Collected data:
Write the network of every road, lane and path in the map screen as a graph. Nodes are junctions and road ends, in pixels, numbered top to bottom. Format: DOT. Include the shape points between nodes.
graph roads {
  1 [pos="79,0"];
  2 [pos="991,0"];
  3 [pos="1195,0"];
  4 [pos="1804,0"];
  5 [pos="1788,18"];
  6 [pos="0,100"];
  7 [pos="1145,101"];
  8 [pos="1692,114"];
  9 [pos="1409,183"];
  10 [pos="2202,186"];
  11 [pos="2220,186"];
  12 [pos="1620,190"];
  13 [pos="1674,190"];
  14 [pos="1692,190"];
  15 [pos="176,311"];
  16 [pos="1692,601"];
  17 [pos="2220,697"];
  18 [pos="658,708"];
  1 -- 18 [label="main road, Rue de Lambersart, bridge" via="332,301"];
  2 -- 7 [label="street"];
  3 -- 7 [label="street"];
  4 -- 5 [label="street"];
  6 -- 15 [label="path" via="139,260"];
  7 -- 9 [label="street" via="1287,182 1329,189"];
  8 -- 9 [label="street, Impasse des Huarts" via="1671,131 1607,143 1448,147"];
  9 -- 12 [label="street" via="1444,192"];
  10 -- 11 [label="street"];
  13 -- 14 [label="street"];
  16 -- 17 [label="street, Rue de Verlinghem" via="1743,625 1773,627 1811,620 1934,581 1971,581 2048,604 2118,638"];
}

• [YOUR GOAL]:
Each record shown above is to be given again exactly.

• [EXERCISE RESPONSE]:
Write the network of every road, lane and path in the map screen as a graph. Nodes are junctions and road ends, in pixels, numbered top to bottom. Format: DOT. Include the shape points between nodes.
graph roads {
  1 [pos="79,0"];
  2 [pos="991,0"];
  3 [pos="1195,0"];
  4 [pos="1804,0"];
  5 [pos="1788,18"];
  6 [pos="0,100"];
  7 [pos="1145,101"];
  8 [pos="1692,114"];
  9 [pos="1409,183"];
  10 [pos="2202,186"];
  11 [pos="2220,186"];
  12 [pos="1620,190"];
  13 [pos="1674,190"];
  14 [pos="1692,190"];
  15 [pos="176,311"];
  16 [pos="1692,601"];
  17 [pos="2220,697"];
  18 [pos="658,708"];
  1 -- 18 [label="main road, Rue de Lambersart, bridge" via="332,301"];
  2 -- 7 [label="street"];
  3 -- 7 [label="street"];
  4 -- 5 [label="street"];
  6 -- 15 [label="path" via="139,260"];
  7 -- 9 [label="street" via="1287,182 1329,189"];
  8 -- 9 [label="street, Impasse des Huarts" via="1671,131 1607,143 1448,147"];
  9 -- 12 [label="street" via="1444,192"];
  10 -- 11 [label="street"];
  13 -- 14 [label="street"];
  16 -- 17 [label="street, Rue de Verlinghem" via="1743,625 1773,627 1811,620 1934,581 1971,581 2048,604 2118,638"];
}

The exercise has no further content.